LORENA.
Sentí el brillo del sol frente a mis ojos y me cubrí aún más con la sábana, intentando reconciliar el sueño que tanto añoraba.
De repente, escuché la puerta abrirse, y mis ojos se abrieron nuevamente, aturdidos. Espié un poco por el exterior, destapando solo una parte de mi rostro. Justo en ese momento, como si ella supiera exactamente por dónde la estaba mirando, nuestras miradas se encontraron y sentí mi cuerpo comenzar a arder.
Los recuerdos de la noche anterior me inundaron. Era abrumador, se sintió como un golpe de agua fría sobre mí.
Maldición, maldición, maldición.
—Buenas tardes —escuché su voz suave y solté un largo suspiro, preparándome para enfrentar la realidad, después de lo que había ocurrido.
¿Qué se hace después del sexo?
Destapé lentamente mi rostro y me senté en la cama, intentando parecer neutral, pero mi mente solo quería recrear lo que habíamos hecho.
—¿Tardes? —miré a mi alrededor confundida y cuando ella hizo el ademán de acercarse, levanté la mano pidiendo que se detuviera.
Ivy me miró con confusión y, lentamente, destapé mi cuerpo envuelto en la cálida sábana, notando cómo sus ojos se desviaban. Su mirada se dirigió hacia otra dirección, evitando los míos. Curiosa, bajé la vista para entender qué había captado su atención. Al notar las innumerables marcas rojas en mi cuerpo, la volteé a ver asustada.
Levanté la sábana por completo solo para encontrar que estaba completamente desnuda. ¿Así me dormí?
—¿Qué? ¿Por qué me miras así? —pregunté, sintiendo el calor subir a mis mejillas.

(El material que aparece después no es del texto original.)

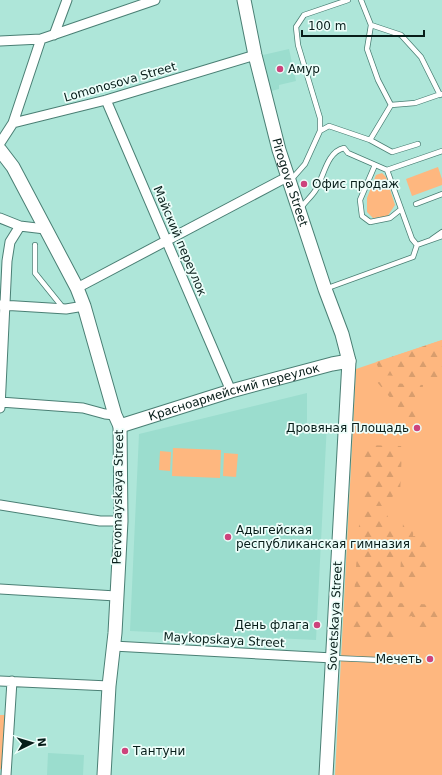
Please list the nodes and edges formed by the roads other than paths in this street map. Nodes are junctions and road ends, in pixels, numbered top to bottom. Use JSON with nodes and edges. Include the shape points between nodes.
{"nodes":[{"id":1,"x":67,"y":0,"type":"edge"},
{"id":2,"x":155,"y":0,"type":"edge"},
{"id":3,"x":244,"y":0,"type":"edge"},
{"id":4,"x":348,"y":0,"type":"edge"},
{"id":5,"x":361,"y":0,"type":"edge"},
{"id":6,"x":127,"y":3,"type":"edge"},
{"id":7,"x":371,"y":25,"type":"junction"},
{"id":8,"x":54,"y":35,"type":"junction"},
{"id":9,"x":41,"y":39,"type":"junction"},
{"id":10,"x":0,"y":41,"type":"edge"},
{"id":11,"x":255,"y":55,"type":"junction"},
{"id":12,"x":441,"y":94,"type":"edge"},
{"id":13,"x":106,"y":100,"type":"junction"},
{"id":14,"x":391,"y":105,"type":"junction"},
{"id":15,"x":13,"y":123,"type":"junction"},
{"id":16,"x":320,"y":131,"type":"junction"},
{"id":17,"x":370,"y":140,"type":"junction"},
{"id":18,"x":0,"y":143,"type":"edge"},
{"id":19,"x":418,"y":144,"type":"dead end"},
{"id":20,"x":0,"y":150,"type":"edge"},
{"id":21,"x":442,"y":151,"type":"edge"},
{"id":22,"x":375,"y":165,"type":"junction"},
{"id":23,"x":387,"y":170,"type":"junction"},
{"id":24,"x":288,"y":179,"type":"junction"},
{"id":25,"x":442,"y":194,"type":"edge"},
{"id":26,"x":416,"y":204,"type":"dead end"},
{"id":27,"x":400,"y":210,"type":"junction"},
{"id":28,"x":298,"y":211,"type":"junction"},
{"id":29,"x":0,"y":218,"type":"edge"},
{"id":30,"x":20,"y":226,"type":"junction"},
{"id":31,"x":45,"y":229,"type":"junction"},
{"id":32,"x":442,"y":232,"type":"edge"},
{"id":33,"x":442,"y":236,"type":"edge"},
{"id":34,"x":166,"y":240,"type":"junction"},
{"id":35,"x":429,"y":241,"type":"junction"},
{"id":36,"x":35,"y":245,"type":"dead end"},
{"id":37,"x":417,"y":245,"type":"junction"},
{"id":38,"x":4,"y":267,"type":"edge"},
{"id":39,"x":77,"y":288,"type":"junction"},
{"id":40,"x":325,"y":289,"type":"junction"},
{"id":41,"x":3,"y":305,"type":"edge"},
{"id":42,"x":84,"y":306,"type":"junction"},
{"id":43,"x":64,"y":309,"type":"junction"},
{"id":44,"x":2,"y":354,"type":"edge"},
{"id":45,"x":349,"y":361,"type":"junction"},
{"id":46,"x":232,"y":391,"type":"junction"},
{"id":47,"x":0,"y":402,"type":"edge"},
{"id":48,"x":0,"y":408,"type":"edge"},
{"id":49,"x":118,"y":420,"type":"junction"},
{"id":50,"x":0,"y":505,"type":"edge"},
{"id":51,"x":121,"y":521,"type":"junction"},
{"id":52,"x":0,"y":589,"type":"edge"},
{"id":53,"x":116,"y":596,"type":"junction"},
{"id":54,"x":113,"y":646,"type":"junction"},
{"id":55,"x":333,"y":658,"type":"junction"},
{"id":56,"x":403,"y":661,"type":"dead end"},
{"id":57,"x":0,"y":681,"type":"edge"},
{"id":58,"x":12,"y":681,"type":"junction"},
{"id":59,"x":109,"y":686,"type":"junction"},
{"id":60,"x":6,"y":775,"type":"edge"},
{"id":61,"x":104,"y":775,"type":"edge"},
{"id":62,"x":326,"y":775,"type":"edge"}],
"edges":[{"from":1,"to":8,"type":"street"},
{"from":2,"to":6,"type":"street"},
{"from":3,"to":11,"type":"street","name":"Pirogova Street"},
{"from":4,"to":16,"type":"lane","via":[[304,15],[296,27],[298,44],[320,118]]},
{"from":5,"to":7,"type":"lane"},
{"from":6,"to":8,"type":"street"},
{"from":7,"to":12,"type":"lane","via":[[400,35],[421,57]]},
{"from":7,"to":14,"type":"lane","via":[[367,49],[378,80]]},
{"from":8,"to":9,"type":"street"},
{"from":9,"to":10,"type":"street"},
{"from":9,"to":15,"type":"street"},
{"from":11,"to":13,"type":"street","name":"Lomonosova Street"},
{"from":11,"to":24,"type":"street","name":"Pirogova Street"},
{"from":12,"to":14,"type":"lane","via":[[415,104]]},
{"from":13,"to":15,"type":"street","name":"Lomonosova Street"},
{"from":13,"to":34,"type":"street","name":"Майский переулок"},
{"from":14,"to":17,"type":"lane"},
{"from":15,"to":18,"type":"street"},
{"from":16,"to":17,"type":"lane","via":[[329,126]]},
{"from":16,"to":24,"type":"lane","via":[[305,164],[295,177]]},
{"from":17,"to":19,"type":"lane","via":[[392,152]]},
{"from":20,"to":31,"type":"street","name":"Pervomayskaya Street","via":[[13,167]]},
{"from":21,"to":23,"type":"lane"},
{"from":22,"to":23,"type":"lane"},
{"from":22,"to":27,"type":"lane","via":[[360,200],[362,216],[370,222],[390,218]]},
{"from":22,"to":28,"type":"lane","via":[[348,154],[344,148],[338,149],[332,155],[316,191]]},
{"from":23,"to":27,"type":"lane"},
{"from":24,"to":28,"type":"street","name":"Pirogova Street"},
{"from":24,"to":34,"type":"street"},
{"from":25,"to":26,"type":"lane"},
{"from":27,"to":37,"type":"lane"},
{"from":28,"to":40,"type":"street","name":"Pirogova Street"},
{"from":29,"to":30,"type":"street"},
{"from":30,"to":31,"type":"street"},
{"from":30,"to":38,"type":"street","via":[[10,242]]},
{"from":31,"to":39,"type":"street","name":"Pervomayskaya Street"},
{"from":32,"to":35,"type":"lane"},
{"from":33,"to":35,"type":"lane"},
{"from":34,"to":39,"type":"street"},
{"from":34,"to":46,"type":"street","name":"Майский переулок"},
{"from":35,"to":37,"type":"lane"},
{"from":36,"to":43,"type":"lane","via":[[35,273]]},
{"from":37,"to":40,"type":"lane","via":[[413,257]]},
{"from":38,"to":41,"type":"street"},
{"from":39,"to":42,"type":"street","name":"Pervomayskaya Street"},
{"from":40,"to":45,"type":"street","name":"Pirogova Street"},
{"from":41,"to":43,"type":"street"},
{"from":41,"to":44,"type":"street"},
{"from":42,"to":43,"type":"street"},
{"from":42,"to":49,"type":"street","name":"Pervomayskaya Street"},
{"from":44,"to":47,"type":"street"},
{"from":45,"to":46,"type":"street","name":"Красноармейский переулок"},
{"from":45,"to":55,"type":"street","name":"Sovetskaya Street"},
{"from":46,"to":49,"type":"street","name":"Красноармейский переулок"},
{"from":47,"to":48,"type":"street"},
{"from":47,"to":49,"type":"street","name":"Красноармейский переулок","via":[[83,408]]},
{"from":49,"to":51,"type":"street","name":"Pervomayskaya Street"},
{"from":50,"to":51,"type":"street","via":[[100,521]]},
{"from":51,"to":53,"type":"street","name":"Pervomayskaya Street"},
{"from":52,"to":53,"type":"street"},
{"from":53,"to":54,"type":"street","name":"Pervomayskaya Street"},
{"from":54,"to":55,"type":"street","name":"Maykopskaya Street"},
{"from":54,"to":59,"type":"street","name":"Pervomayskaya Street"},
{"from":55,"to":56,"type":"lane"},
{"from":55,"to":62,"type":"street","name":"Sovetskaya Street"},
{"from":57,"to":58,"type":"street"},
{"from":58,"to":59,"type":"street"},
{"from":58,"to":60,"type":"street"},
{"from":59,"to":61,"type":"street","name":"Pervomayskaya Street"}]}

Mi vista recorrió el resto de mi cuerpo y sentí mi cuerpo calentarse completamente de la vergüenza. Me destapé por completo, pensando en ir a ponerme algo. Saqué los pies fuera de la cama y al intentar pararme, mis piernas temblaron. Hice el ademán de dar un paso hacia adelante y sentí mi cuerpo debilitarse, tambaleándose.
De inmediato, Ivy corrió hacia mí y me sujetó de la cintura, evitando que cayera, pero a duras penas, logré mantenerme de pie.
Con cuidado, Ivy me hizo sentar suavemente sobre la cama y me quejé en voz alta, al sentir todos mis músculos protestar debido al movimiento.
—¿Estás bien? —cuestionó, y tras soltar un quejido, ella me ayudó a acomodarme nuevamente.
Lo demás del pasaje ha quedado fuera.